_PROBLEM_
Search the material and gather each line with "positions" in it.

_EXCERPTED DATA_
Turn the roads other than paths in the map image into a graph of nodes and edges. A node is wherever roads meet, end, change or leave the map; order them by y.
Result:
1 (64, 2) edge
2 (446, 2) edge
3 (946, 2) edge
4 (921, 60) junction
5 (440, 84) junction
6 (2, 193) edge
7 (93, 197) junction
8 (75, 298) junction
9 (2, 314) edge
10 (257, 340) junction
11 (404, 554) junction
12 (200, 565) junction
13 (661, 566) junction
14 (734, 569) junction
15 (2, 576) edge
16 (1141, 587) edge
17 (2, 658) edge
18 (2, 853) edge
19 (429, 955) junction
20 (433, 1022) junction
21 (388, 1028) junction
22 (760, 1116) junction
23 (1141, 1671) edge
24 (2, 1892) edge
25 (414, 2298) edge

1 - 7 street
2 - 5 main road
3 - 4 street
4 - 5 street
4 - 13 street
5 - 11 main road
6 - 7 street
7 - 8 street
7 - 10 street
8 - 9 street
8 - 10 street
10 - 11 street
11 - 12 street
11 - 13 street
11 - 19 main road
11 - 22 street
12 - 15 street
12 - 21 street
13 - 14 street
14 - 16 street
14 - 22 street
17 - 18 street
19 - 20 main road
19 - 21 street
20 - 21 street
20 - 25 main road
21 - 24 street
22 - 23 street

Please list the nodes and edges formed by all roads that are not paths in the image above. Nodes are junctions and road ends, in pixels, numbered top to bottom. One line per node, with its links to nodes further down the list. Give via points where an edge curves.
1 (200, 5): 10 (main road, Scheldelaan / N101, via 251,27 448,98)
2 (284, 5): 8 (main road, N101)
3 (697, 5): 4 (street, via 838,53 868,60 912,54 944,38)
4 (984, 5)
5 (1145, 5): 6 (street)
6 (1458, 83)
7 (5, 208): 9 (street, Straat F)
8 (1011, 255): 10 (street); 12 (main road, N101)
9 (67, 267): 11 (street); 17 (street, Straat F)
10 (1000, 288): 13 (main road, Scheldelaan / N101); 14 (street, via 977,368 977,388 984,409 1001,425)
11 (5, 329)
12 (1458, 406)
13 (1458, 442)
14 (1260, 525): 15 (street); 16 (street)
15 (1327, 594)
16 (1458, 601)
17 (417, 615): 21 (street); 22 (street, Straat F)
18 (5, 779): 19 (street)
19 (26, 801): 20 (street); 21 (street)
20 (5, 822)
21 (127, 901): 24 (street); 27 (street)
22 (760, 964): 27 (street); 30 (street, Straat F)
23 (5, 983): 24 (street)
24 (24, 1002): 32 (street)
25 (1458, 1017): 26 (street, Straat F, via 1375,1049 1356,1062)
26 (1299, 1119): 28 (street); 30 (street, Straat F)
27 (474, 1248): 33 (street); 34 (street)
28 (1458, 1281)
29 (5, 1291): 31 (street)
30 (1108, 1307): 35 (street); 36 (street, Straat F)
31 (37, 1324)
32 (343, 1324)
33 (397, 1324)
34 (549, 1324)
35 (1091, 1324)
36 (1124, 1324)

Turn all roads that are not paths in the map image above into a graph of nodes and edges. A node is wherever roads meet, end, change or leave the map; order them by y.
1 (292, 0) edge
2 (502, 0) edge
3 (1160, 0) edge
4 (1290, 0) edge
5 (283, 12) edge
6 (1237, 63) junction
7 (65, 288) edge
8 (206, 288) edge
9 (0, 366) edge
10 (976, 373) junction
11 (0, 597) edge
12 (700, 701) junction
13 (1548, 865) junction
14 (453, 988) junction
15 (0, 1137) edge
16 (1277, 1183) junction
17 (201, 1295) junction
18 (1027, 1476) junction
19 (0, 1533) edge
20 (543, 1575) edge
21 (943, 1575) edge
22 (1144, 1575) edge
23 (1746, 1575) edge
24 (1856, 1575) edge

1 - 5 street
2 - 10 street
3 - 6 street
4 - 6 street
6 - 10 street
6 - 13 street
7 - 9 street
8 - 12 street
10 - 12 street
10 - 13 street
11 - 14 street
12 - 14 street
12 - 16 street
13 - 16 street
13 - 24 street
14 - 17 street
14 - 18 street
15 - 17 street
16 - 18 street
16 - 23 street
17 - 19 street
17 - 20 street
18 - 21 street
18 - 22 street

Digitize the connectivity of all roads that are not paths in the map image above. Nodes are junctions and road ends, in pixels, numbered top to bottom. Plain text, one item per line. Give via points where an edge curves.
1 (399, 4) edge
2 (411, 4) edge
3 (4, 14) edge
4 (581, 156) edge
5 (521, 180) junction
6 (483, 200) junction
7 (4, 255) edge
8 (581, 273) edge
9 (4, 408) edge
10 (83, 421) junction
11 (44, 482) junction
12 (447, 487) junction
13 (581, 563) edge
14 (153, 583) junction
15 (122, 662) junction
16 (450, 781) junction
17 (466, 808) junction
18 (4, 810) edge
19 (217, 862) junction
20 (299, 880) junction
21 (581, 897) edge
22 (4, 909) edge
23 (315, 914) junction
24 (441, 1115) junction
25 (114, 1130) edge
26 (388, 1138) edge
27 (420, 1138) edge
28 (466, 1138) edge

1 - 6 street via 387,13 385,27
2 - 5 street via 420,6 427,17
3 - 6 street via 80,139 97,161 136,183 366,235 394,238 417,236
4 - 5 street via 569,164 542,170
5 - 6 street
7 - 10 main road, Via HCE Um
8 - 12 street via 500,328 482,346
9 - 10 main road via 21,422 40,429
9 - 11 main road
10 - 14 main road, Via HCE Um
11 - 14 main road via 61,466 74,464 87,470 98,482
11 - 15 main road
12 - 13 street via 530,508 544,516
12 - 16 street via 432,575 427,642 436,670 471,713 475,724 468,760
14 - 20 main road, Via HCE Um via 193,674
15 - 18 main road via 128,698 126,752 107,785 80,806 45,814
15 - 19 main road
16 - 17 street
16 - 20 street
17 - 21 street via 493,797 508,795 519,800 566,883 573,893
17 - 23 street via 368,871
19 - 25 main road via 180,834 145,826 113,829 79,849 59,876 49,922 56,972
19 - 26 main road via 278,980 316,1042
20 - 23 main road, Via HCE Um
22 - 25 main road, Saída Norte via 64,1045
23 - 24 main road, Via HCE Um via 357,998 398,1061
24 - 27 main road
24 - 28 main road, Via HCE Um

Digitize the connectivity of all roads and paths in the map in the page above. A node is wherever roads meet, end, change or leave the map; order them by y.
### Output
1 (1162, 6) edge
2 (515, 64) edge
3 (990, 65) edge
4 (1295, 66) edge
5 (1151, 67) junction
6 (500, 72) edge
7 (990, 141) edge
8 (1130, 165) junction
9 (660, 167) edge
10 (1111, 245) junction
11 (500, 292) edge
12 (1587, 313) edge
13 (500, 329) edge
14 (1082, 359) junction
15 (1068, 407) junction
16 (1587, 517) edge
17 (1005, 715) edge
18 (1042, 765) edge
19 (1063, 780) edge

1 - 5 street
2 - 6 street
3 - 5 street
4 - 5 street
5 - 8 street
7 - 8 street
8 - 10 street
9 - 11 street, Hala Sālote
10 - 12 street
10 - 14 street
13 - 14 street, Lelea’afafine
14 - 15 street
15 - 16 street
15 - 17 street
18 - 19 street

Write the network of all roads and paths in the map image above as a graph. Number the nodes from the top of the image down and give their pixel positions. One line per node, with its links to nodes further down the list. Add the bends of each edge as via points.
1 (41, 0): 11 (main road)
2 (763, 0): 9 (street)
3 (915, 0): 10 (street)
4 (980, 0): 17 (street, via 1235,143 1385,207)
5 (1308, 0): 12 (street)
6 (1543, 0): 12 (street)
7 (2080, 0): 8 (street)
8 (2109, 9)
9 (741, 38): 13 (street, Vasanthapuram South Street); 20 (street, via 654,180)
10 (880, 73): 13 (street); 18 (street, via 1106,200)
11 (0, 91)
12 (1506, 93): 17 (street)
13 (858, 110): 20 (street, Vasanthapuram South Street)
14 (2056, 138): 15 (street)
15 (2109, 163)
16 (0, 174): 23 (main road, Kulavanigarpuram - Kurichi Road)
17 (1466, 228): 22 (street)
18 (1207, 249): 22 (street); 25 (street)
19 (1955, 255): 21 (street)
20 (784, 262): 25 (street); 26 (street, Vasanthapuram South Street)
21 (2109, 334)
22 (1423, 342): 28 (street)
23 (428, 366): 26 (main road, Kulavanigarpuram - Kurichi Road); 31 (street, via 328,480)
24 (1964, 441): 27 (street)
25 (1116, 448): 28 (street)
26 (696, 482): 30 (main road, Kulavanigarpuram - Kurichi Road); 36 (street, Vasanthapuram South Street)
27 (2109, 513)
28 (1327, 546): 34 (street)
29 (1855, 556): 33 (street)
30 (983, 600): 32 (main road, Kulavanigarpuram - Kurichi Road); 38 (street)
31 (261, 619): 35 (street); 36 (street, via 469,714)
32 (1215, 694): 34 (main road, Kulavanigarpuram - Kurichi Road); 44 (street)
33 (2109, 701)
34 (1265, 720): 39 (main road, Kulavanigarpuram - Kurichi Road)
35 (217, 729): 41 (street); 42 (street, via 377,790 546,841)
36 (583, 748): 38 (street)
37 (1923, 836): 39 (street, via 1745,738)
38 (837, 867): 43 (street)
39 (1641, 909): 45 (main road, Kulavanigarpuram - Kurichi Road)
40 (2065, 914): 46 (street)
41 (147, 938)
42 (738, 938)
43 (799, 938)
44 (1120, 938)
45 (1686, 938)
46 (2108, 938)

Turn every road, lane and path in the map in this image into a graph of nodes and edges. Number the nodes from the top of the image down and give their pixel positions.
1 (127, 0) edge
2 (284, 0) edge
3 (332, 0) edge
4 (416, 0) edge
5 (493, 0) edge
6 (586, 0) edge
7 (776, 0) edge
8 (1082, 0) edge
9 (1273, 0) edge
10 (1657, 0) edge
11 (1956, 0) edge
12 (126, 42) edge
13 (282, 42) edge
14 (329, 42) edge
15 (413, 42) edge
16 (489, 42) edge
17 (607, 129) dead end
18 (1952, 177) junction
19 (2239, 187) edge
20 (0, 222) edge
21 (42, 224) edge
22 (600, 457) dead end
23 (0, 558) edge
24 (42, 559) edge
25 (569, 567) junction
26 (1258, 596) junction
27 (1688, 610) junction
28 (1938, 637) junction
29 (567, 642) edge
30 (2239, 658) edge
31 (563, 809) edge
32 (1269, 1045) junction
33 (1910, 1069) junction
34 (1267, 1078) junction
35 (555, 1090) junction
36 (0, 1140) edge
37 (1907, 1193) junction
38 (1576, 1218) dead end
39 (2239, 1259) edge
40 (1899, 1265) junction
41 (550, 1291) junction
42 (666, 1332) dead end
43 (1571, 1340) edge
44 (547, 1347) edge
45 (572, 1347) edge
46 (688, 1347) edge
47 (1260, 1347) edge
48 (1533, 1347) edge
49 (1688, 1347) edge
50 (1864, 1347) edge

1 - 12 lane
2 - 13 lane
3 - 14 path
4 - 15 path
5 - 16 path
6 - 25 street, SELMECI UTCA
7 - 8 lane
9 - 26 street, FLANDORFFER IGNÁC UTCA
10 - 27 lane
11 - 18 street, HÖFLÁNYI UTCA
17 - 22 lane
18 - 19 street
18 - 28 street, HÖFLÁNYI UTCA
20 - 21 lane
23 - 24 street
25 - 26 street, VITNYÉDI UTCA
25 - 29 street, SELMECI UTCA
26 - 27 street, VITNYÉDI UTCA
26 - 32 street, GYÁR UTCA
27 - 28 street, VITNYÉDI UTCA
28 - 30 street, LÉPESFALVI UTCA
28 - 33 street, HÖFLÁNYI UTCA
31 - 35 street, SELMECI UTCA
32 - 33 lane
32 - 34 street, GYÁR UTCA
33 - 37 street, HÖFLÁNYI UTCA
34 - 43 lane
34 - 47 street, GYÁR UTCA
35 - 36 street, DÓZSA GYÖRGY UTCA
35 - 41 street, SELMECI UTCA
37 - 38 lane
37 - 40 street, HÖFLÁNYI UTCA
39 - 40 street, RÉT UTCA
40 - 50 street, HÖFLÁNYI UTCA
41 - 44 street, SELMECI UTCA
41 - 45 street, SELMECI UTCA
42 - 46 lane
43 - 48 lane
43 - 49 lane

_RESPONSE AREA_
Write the network of all roads and paths in the map image above as a graph. Number the nodes from the top of the image down and give their pixel positions. One line per node, with its links to nodes further down the list. Add the bends of each edge as via points.
Turn every road, lane and path in the map in this image into a graph of nodes and edges. Number the nodes from the top of the image down and give their pixel positions.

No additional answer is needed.